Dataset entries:
....

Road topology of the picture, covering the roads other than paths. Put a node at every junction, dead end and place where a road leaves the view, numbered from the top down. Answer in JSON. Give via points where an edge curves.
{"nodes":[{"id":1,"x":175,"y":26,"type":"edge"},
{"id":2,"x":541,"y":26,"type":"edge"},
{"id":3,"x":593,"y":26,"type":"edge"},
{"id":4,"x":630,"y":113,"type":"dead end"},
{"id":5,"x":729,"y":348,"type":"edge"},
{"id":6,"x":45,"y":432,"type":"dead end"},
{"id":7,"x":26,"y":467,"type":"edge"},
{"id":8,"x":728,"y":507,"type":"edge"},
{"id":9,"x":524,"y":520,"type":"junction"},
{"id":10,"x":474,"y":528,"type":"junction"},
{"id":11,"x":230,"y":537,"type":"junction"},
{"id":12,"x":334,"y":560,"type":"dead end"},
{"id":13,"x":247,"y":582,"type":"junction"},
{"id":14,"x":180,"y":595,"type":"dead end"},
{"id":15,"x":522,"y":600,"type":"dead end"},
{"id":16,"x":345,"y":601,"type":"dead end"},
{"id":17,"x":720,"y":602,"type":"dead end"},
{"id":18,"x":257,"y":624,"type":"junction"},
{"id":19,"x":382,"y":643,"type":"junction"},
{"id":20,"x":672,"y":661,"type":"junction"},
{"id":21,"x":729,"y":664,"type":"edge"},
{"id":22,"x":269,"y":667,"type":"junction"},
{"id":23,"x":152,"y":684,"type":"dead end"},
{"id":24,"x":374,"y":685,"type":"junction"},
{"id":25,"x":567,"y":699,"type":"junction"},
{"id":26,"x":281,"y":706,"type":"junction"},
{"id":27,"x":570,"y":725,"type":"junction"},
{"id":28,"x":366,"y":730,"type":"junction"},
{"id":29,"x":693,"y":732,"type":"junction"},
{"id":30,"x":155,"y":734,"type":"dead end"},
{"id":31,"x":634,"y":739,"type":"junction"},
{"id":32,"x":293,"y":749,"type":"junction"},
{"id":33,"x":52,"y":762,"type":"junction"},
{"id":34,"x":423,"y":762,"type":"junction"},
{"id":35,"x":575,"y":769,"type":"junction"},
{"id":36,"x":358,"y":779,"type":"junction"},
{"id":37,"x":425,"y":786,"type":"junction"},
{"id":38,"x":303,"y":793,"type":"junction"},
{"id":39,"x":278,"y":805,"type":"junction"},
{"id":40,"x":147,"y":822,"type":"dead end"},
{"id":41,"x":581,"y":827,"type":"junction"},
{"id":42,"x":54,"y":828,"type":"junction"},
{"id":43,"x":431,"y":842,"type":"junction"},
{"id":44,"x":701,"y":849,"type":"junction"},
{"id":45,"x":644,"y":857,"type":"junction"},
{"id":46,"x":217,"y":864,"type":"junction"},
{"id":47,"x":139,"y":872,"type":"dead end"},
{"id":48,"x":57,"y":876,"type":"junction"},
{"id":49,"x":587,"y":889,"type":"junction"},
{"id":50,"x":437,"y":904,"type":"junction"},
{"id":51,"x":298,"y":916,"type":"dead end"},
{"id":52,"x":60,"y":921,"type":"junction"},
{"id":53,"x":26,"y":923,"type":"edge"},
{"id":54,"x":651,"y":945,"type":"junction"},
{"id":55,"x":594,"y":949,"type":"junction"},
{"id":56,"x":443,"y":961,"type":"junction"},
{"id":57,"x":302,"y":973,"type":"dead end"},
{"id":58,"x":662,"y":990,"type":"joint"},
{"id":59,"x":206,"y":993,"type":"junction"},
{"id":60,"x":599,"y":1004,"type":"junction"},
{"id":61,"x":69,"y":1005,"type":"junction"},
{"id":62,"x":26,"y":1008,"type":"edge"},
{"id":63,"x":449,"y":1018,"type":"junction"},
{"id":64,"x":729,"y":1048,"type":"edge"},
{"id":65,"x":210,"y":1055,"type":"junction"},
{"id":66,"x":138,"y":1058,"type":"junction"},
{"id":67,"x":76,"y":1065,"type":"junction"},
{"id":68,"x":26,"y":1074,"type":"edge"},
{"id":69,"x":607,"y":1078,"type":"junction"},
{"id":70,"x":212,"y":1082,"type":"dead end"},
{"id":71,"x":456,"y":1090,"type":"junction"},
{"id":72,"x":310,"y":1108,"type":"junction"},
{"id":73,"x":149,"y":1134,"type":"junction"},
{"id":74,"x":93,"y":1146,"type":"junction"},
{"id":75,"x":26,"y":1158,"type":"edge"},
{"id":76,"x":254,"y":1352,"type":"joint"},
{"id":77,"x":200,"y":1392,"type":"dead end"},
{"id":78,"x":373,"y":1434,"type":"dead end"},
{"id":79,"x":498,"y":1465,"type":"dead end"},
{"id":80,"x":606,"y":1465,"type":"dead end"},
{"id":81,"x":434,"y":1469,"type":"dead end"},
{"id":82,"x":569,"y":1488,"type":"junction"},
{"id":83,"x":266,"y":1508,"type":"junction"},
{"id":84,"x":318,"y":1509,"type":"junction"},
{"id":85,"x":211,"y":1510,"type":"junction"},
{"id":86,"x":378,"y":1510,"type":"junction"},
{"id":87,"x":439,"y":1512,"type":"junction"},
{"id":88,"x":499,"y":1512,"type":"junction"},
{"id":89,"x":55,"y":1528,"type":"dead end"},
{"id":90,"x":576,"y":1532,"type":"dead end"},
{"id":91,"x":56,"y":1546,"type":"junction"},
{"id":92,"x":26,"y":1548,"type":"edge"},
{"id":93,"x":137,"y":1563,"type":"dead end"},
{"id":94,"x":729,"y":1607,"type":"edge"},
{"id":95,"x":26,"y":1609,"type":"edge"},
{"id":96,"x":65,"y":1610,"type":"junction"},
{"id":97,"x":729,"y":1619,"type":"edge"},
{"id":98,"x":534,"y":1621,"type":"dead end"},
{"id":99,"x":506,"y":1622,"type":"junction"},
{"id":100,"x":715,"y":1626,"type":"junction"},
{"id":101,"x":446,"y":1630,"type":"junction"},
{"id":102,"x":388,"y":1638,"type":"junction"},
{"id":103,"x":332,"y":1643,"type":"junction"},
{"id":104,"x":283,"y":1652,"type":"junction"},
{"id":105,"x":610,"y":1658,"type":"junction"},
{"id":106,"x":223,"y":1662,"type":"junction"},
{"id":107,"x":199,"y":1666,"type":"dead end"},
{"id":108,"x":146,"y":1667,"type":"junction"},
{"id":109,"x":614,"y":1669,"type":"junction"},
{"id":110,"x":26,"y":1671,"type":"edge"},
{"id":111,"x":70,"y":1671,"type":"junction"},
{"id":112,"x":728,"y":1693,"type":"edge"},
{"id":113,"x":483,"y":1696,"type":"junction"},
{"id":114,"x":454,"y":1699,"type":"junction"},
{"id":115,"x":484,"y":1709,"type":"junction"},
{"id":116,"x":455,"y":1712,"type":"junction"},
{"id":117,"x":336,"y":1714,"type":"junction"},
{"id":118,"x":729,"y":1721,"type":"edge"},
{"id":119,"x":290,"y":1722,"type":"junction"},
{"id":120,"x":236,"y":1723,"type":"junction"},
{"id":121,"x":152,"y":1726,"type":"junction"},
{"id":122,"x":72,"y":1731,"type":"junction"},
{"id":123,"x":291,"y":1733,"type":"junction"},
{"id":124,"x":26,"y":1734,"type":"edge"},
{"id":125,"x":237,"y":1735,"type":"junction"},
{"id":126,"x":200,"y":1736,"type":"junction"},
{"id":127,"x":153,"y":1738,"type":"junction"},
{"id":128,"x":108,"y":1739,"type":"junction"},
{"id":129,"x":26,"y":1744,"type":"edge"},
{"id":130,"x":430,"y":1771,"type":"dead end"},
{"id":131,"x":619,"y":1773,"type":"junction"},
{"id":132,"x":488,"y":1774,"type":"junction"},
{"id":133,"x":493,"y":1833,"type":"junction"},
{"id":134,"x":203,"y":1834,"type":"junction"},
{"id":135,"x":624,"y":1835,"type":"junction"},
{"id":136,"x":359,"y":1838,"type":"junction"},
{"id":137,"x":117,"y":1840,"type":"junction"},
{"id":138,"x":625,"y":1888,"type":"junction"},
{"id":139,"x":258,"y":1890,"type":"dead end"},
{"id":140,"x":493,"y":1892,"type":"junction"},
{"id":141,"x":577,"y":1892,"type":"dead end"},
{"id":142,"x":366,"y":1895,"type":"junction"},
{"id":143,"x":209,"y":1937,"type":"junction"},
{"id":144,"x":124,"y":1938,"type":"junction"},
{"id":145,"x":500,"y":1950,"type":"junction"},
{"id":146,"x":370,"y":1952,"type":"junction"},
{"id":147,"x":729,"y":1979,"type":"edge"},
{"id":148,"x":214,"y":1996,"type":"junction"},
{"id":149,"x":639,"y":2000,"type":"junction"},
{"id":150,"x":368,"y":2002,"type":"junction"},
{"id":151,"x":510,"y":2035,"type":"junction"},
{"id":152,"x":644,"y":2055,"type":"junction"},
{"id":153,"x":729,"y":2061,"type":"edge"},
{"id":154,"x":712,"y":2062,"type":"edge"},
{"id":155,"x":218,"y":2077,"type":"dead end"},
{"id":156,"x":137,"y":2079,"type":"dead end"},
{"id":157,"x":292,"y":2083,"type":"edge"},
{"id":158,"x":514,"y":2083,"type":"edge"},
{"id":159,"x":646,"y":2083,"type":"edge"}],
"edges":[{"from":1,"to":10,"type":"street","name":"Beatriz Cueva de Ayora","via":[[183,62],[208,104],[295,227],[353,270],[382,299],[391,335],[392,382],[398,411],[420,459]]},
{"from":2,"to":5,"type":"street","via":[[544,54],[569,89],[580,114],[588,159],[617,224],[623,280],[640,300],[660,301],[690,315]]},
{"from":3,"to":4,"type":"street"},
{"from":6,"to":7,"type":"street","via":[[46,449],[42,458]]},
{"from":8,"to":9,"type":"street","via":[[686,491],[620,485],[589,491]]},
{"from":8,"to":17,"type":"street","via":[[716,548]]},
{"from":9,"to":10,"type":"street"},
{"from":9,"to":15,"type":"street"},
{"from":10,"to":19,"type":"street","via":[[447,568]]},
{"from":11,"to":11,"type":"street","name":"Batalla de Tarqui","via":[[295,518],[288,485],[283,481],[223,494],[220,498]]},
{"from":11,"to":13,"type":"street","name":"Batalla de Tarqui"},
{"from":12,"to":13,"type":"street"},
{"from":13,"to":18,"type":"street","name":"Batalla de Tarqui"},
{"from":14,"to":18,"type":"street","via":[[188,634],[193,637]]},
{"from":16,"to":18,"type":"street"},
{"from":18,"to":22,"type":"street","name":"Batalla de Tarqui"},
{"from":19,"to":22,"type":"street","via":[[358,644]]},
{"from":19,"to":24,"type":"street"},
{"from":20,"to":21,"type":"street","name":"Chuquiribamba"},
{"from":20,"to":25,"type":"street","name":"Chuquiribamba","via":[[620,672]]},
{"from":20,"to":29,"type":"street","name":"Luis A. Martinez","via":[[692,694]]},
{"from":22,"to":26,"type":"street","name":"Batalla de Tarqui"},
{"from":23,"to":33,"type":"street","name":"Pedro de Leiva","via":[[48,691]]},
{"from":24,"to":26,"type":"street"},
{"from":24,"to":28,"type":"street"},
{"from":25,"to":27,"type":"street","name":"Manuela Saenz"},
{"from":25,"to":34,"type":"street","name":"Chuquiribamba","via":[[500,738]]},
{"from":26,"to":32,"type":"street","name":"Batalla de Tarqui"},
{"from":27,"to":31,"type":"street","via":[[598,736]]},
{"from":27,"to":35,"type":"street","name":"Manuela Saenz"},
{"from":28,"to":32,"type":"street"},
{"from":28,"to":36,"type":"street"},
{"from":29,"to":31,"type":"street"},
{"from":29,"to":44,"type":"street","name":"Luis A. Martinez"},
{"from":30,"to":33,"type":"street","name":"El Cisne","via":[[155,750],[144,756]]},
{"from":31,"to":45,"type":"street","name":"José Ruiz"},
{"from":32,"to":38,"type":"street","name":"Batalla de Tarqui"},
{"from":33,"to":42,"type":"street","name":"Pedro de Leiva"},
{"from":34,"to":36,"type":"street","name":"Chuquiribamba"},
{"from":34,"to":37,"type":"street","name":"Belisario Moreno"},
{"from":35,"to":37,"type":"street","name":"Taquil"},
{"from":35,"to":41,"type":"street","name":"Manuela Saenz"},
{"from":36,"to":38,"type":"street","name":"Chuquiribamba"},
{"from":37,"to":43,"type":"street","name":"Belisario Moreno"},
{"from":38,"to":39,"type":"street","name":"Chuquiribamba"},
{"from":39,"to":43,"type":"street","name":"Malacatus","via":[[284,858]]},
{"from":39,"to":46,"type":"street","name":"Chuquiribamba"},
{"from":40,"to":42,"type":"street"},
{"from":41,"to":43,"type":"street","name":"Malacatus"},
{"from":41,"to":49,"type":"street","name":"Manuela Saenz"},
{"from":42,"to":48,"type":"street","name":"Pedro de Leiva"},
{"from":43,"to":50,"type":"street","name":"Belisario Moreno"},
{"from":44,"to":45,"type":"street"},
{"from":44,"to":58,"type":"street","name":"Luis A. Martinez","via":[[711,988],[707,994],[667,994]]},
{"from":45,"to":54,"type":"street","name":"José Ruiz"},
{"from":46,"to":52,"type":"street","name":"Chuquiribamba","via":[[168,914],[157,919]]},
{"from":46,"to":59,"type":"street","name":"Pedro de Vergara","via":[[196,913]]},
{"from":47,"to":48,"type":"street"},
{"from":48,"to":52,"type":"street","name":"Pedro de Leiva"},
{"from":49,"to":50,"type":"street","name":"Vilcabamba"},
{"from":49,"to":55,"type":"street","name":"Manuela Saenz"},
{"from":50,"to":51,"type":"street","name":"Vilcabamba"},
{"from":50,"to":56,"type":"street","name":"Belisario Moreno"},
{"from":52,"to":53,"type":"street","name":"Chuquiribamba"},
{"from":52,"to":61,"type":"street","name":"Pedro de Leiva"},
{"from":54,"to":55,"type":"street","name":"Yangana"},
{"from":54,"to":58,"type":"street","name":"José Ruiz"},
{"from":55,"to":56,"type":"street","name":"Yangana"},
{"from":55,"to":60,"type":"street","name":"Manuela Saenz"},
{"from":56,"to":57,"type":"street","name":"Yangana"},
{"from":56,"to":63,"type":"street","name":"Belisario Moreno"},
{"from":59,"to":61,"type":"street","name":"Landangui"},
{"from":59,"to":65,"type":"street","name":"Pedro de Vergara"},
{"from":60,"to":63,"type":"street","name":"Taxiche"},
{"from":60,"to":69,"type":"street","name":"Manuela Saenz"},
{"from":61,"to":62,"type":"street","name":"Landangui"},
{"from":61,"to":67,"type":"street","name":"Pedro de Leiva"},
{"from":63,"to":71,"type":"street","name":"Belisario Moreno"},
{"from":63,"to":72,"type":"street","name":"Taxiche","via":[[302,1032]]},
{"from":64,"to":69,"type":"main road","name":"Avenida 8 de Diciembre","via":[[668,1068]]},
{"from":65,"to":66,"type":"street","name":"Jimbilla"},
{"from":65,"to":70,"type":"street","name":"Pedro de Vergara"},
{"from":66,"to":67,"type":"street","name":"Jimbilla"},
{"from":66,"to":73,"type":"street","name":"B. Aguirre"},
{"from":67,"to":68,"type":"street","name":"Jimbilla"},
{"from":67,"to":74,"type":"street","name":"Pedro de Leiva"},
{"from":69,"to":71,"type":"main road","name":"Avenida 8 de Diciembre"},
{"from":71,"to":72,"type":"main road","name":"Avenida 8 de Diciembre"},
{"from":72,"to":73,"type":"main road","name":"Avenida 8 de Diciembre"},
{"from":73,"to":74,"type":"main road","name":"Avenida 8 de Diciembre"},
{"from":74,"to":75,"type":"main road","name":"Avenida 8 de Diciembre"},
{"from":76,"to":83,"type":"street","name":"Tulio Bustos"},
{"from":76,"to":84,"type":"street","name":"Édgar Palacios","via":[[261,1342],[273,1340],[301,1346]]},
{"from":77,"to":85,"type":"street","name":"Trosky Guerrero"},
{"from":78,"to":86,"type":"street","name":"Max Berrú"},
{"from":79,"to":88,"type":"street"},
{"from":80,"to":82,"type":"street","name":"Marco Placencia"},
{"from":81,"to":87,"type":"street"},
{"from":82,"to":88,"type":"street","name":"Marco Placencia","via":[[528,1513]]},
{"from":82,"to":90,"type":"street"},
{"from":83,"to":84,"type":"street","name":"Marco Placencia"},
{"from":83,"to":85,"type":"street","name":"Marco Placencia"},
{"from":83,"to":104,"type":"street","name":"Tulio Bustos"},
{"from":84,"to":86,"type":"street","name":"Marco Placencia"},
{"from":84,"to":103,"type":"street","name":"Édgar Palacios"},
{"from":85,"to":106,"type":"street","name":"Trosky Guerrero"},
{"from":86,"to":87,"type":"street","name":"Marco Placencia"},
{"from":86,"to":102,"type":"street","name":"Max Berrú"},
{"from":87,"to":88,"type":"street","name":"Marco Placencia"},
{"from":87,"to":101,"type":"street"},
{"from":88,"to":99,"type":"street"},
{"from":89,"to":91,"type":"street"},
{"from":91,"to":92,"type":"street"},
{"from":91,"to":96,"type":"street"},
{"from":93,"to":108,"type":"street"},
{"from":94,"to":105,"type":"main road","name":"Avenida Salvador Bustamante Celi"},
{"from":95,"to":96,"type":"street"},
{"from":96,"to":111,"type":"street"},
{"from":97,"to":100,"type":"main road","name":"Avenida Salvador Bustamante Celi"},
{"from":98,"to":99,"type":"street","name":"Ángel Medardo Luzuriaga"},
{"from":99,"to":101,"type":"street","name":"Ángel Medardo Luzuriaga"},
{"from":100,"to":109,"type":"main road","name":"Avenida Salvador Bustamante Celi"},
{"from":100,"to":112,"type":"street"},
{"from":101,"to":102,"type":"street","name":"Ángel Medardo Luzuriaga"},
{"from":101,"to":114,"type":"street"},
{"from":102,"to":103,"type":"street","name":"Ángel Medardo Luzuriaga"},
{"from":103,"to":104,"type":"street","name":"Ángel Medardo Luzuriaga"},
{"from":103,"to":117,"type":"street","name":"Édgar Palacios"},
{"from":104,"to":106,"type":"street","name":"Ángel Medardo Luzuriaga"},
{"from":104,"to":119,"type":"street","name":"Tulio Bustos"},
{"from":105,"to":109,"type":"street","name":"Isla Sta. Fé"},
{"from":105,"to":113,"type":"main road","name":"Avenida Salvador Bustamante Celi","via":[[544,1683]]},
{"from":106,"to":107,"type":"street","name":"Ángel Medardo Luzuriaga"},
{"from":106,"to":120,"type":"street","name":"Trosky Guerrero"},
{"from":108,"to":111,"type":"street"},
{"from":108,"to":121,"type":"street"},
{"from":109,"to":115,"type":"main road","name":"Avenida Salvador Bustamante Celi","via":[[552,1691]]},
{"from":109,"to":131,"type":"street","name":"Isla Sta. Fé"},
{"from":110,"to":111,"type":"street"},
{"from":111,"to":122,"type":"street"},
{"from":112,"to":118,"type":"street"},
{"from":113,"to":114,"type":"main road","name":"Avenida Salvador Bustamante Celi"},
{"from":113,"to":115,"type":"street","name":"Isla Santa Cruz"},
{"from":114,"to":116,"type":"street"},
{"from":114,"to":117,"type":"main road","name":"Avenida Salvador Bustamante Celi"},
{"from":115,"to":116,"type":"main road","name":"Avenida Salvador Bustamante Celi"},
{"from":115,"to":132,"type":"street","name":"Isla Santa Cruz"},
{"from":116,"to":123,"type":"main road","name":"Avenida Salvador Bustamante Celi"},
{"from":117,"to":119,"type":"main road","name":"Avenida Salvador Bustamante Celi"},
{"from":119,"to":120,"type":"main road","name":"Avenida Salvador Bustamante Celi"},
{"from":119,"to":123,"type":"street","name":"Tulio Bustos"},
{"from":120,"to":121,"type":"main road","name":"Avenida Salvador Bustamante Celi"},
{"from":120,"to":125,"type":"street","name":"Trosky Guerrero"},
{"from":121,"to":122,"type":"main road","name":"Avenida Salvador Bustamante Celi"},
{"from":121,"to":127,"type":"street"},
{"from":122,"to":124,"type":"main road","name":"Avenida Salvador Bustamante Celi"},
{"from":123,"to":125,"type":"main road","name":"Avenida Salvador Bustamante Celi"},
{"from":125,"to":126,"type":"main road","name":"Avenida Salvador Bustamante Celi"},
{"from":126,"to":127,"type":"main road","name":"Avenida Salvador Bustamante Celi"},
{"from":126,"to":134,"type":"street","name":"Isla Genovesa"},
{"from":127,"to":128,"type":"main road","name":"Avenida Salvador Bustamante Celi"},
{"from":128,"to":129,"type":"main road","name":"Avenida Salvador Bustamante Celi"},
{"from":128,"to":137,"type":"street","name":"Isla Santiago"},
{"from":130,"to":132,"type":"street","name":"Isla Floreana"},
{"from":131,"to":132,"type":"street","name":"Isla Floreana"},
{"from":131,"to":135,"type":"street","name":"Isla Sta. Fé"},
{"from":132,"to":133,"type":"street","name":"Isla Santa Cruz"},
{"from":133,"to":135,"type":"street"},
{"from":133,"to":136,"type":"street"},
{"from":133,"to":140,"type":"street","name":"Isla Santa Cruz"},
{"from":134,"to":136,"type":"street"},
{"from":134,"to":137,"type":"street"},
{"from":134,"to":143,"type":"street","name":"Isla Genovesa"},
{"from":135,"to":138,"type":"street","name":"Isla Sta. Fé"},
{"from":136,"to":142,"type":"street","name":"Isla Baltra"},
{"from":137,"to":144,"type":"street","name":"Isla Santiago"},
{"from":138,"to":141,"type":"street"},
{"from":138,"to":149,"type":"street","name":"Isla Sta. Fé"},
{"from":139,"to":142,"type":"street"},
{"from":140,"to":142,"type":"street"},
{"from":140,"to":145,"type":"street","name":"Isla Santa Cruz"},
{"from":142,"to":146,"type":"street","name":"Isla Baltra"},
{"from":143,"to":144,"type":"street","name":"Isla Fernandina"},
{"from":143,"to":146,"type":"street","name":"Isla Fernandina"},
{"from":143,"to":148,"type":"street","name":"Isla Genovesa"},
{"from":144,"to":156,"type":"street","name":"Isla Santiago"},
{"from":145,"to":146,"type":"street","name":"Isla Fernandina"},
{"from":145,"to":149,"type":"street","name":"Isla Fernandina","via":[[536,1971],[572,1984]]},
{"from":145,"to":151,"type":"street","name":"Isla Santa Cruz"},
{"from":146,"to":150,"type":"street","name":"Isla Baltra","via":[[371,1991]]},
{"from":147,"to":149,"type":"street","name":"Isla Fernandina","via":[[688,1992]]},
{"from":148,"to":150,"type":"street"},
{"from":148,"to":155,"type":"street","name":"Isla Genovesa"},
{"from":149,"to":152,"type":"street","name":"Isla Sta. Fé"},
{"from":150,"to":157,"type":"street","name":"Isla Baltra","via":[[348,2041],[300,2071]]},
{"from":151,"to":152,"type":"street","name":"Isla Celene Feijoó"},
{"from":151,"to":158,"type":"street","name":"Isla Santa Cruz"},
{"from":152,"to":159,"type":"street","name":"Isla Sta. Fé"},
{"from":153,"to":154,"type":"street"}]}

....

* What is required *
Which lines in the records above contain the word "Santiago"? Return each of them.

* Solution below *
{"from":128,"to":137,"type":"street","name":"Isla Santiago"},
{"from":137,"to":144,"type":"street","name":"Isla Santiago"},
{"from":144,"to":156,"type":"street","name":"Isla Santiago"},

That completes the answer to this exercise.